Ярый оборачивается — и чуть не роняет из рук полено.
В комнату, пригнувшись, входит старик с очень большой головой. У него крючковатый нос, седая — или заснеженная? — борода и светло-голубые глазищи.
Я обмираю: где-то я его видела. Только не могу понять где. Неужели в городе?!
— Идем со мной, — говорит он мне, не обращая внимания на Ярого. —
Старик ведет меня в сторону от поселка, в бурелом. Снег валит и засыпает тропинки, я проваливаюсь по колено. А старик идет по верхушкам сугробов — его широкие, обмотанные шкурами ступни почти не оставляют следов.
Перед нами открывается узкая нора в снегу. Старик, не оглядываясь, ныряет внутрь — он уверен, что я за ним последую. Ну, а мне ничего не остается, как согнуться и влезть в снежный тоннель следом.
Никогда бы не подумала, что это вход в человеческое жилье. Тоннель все темнее и темнее. Потом впереди загорается огонек. Спустя секунду к запаху земли, мороза и снега примешивается совсем неожиданный запах сухой травы.
В городе очень мало травы. Но иногда зеленый кустик вырастает в щели асфальта, на крыше невысокого дома. В детстве мы разминали травинки между пальцами и нюхали. Иногда жевали. Иногда высушивали и клали под стекло…
— Входи.
Раскрывается дверь. Стряхиваю снег с волос и плеч, топаю ногами, сбивая налипшие комья. Вхожу.
Это землянка. И довольно уютная, хотя и небольшая. Пол устлан сухой травой. Пучки душистых трав свисают со стен и потолка. Никогда в жизни не видела столько травы.
— Садись.
Я усаживаюсь на пол. Старик садится напротив, скрестив ноги. В землянке нет ни печки, ни трубы, но все равно тепло. И совсем не чувствуется сырости.
Плошка с огоньком стоит между нами. Я почему-то уверена, что огонь — для меня. Старик наверняка видит в темноте — без всяких ночных очков.
— Тебе случалось предвидеть будущее?
Я открываю рот.
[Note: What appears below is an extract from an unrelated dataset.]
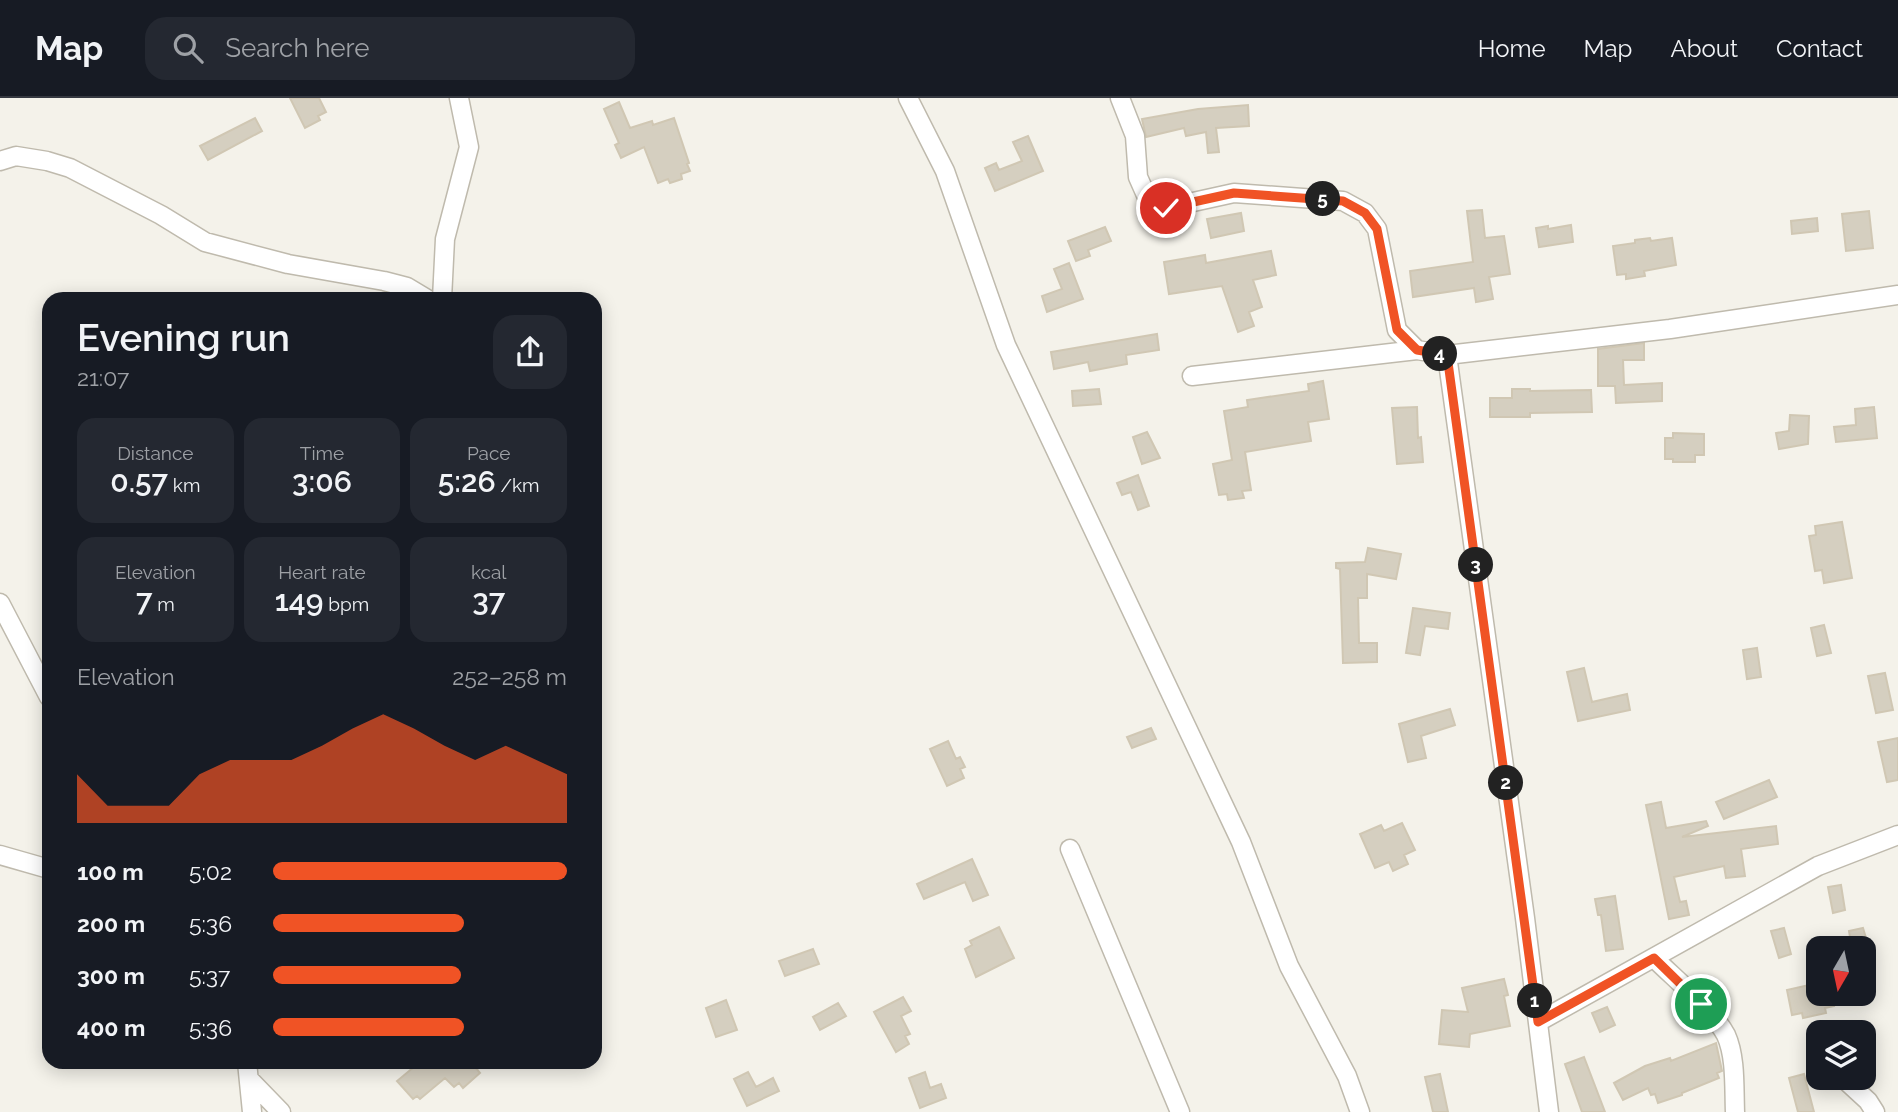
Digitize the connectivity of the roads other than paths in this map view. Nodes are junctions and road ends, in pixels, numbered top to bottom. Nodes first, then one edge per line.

Снова закрываю. Вопрос застает меня врасплох.
— Нет… наверное.
Старик кивает.
— Ты молода. И, скорее всего, умрешь молодой. Царь-мать не остановится — слишком жестокое будущее ты принесла трем родам.
— Я не принесла никакого…
— Помолчи, — чуть улыбается. — Царь-мать видит только один путь. А я вижу развилку. Ты умрешь. Или погубишь три рода. Или спасешь их. Подаришь им новое будущее. Обоснуешь четвертый род — самый живучий и сильный. И тогда нашим детям не придется бояться Завода.
— А они боятся…
— Помолчи. — Снег на его бороде тает, и я вижу, что она не такая уж седая — черная с проседью. — Земля боится весны. Тает лед, разрывая жилы. Напрягаются и лопаются почки — это боль… это роды. Старое, не успевшее отжить свое, схлестывается с молодым, не успевшим войти в силу… Ну-ка, встань.
Мое сердце пропускает удар. Я повинуюсь.
Старик поднимается тоже. Встав напротив меня, прикрывает огромные глазищи. И начинает медленно покачиваться вперед-назад. Как будто тяжелый груз — поток расплавленной лавы — то вытекает вперед и почти касается земли, то втягивается назад, сжимаясь в точку. Не могу даже понять, что происходит, не могу описать этого — но подсознательно повторяю его движения. Мы молча раскачиваемся, как два дерева под одним ветром.